- _Exercise_
Copy the entries below verbatim, omitting any pictures they contain.

- _Source information_

__________________________________________________

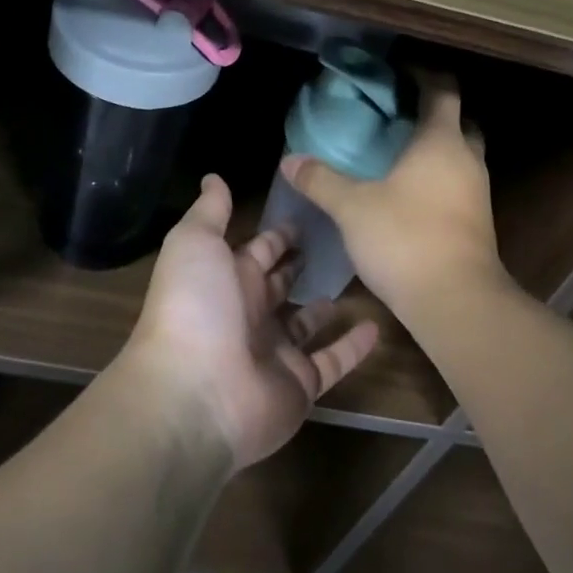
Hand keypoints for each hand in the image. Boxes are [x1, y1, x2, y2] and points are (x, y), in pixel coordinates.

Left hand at [128, 175, 378, 469]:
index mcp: (225, 279)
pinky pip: (331, 361)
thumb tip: (213, 177)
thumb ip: (210, 212)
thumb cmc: (195, 308)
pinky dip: (353, 347)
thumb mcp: (195, 244)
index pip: (257, 251)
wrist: (195, 395)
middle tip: (337, 241)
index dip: (277, 235)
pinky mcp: (299, 384)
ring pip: (305, 323)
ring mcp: (274, 351)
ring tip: (357, 280)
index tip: (306, 212)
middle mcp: (248, 313)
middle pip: (279, 285)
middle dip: (299, 265)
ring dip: (324, 306)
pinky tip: (377, 326)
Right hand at [283, 72, 504, 316]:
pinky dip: (439, 178)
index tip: (400, 72)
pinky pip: (459, 184)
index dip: (424, 76)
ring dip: (438, 149)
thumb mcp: (352, 207)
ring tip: (398, 153)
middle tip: (398, 115)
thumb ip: (321, 180)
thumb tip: (289, 160)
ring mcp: (477, 193)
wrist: (457, 301)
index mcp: (441, 141)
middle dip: (434, 114)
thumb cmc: (405, 238)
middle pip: (459, 122)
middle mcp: (467, 160)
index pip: (443, 91)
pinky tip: (410, 193)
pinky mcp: (478, 222)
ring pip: (461, 156)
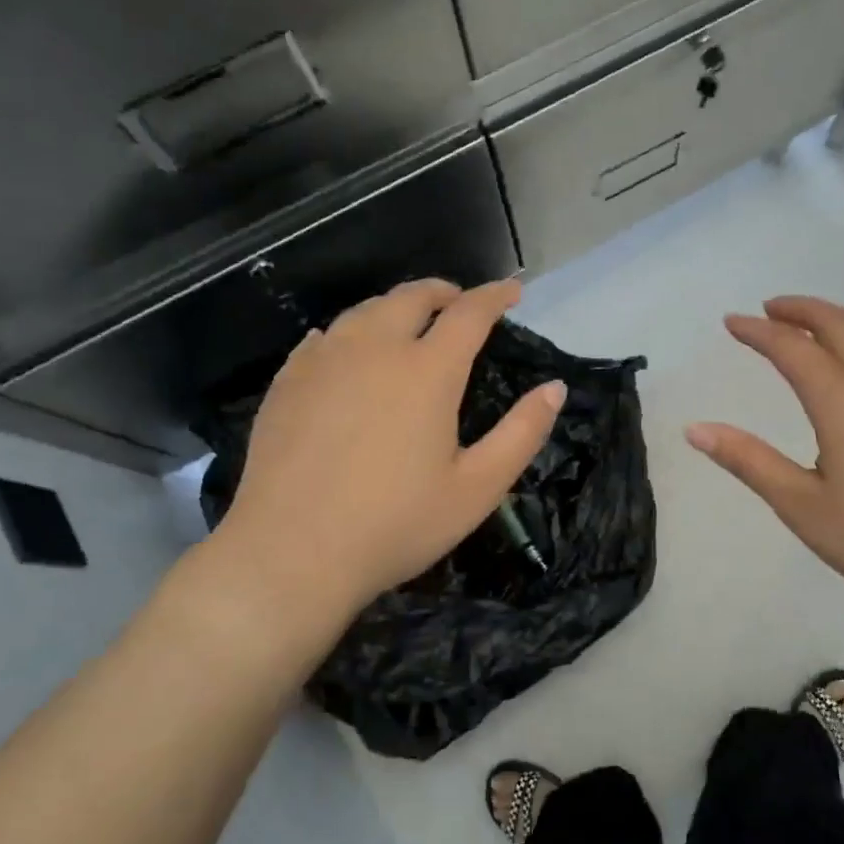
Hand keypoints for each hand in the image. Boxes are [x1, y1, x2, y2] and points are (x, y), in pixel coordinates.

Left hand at [203, 278, 563, 641]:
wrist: (291, 553)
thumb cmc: (396, 524)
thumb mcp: (478, 488)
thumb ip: (523, 432)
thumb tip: (555, 388)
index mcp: (427, 371)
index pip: (469, 313)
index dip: (495, 296)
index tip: (513, 290)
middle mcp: (375, 349)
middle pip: (412, 297)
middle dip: (444, 292)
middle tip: (461, 304)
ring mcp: (324, 361)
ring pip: (366, 310)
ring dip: (397, 307)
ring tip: (411, 323)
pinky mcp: (288, 382)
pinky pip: (326, 336)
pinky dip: (352, 332)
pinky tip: (350, 350)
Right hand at [686, 297, 843, 626]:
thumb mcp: (803, 506)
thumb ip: (750, 462)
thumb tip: (696, 429)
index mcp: (843, 399)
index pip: (791, 347)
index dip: (758, 331)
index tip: (731, 322)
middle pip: (837, 325)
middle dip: (799, 310)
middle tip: (768, 309)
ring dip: (832, 325)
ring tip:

__________________________________________________

- _Completed task_
Hand keypoints for each hand in the image. Boxes are [x1, y1, x2, y2] and points are (x, y), in pixel coordinates.

Left hand at [128, 175, 378, 469]:
index mcp: (225, 279)
pinky pip: (331, 361)
thumb tip: (213, 177)
thumb ip: (210, 212)
thumb cmc: (195, 308)
pinky dip: (353, 347)
thumb mcp: (195, 244)
index pip: (257, 251)
wrist: (195, 395)
middle tip: (337, 241)
index dip: (277, 235)
pinky mcp: (299, 384)
ring pip: (305, 323)
ring mcp: (274, 351)
ring tip: (357, 280)
index tip: (306, 212)
middle mcp: (248, 313)
middle pip: (279, 285)
middle dip: (299, 265)
ring dip: (324, 306)
pinky tip: (377, 326)
Right hand at [283, 72, 504, 316]:
pinky dip: (439, 178)
index tip: (400, 72)
pinky pip: (459, 184)
index dip: (424, 76)
ring dip: (438, 149)
thumb mcp: (352, 207)
ring tip: (398, 153)
middle tip: (398, 115)
thumb ip: (321, 180)
thumb tip: (289, 160)
ring mcp: (477, 193)
wrist: (457, 301)
index mcp: (441, 141)
middle dip: (434, 114)
thumb cmc: (405, 238)
middle pip: (459, 122)
middle mcp: (467, 160)
index pip: (443, 91)
pinky tip: (410, 193)
pinky mcp: (478, 222)
ring pip: (461, 156)
Hand keypoints for each hand in the image. Boxes are [x1, y1, x2, y2] and points are (x, y), in pixel coordinates.

Left hand at [203, 278, 563, 641]:
wrist: (291, 553)
thumb cmc: (396, 524)
thumb mcp: (478, 488)
thumb ip: (523, 432)
thumb tip: (555, 388)
index mcp: (427, 371)
index pip: (469, 313)
index dip: (495, 296)
index tip: (513, 290)
middle mcp: (375, 349)
middle pip: (412, 297)
middle dip: (444, 292)
middle tip: (461, 304)
ring mcp: (324, 361)
ring pip: (366, 310)
ring dip: (397, 307)
ring tip: (411, 323)
pinky mcp: (288, 382)
pinky pip: (326, 336)
pinky dip: (352, 332)
pinky tip: (350, 350)
Right hand at [686, 297, 843, 626]:
thumb mcp: (803, 506)
thumb ip: (750, 462)
thumb tip: (696, 429)
index mcp: (843, 399)
index pip: (791, 347)
index dip: (758, 331)
index tip: (731, 322)
middle pip: (837, 325)
middle dip: (799, 310)
middle tip: (768, 309)
ring dip: (832, 325)
ring tip:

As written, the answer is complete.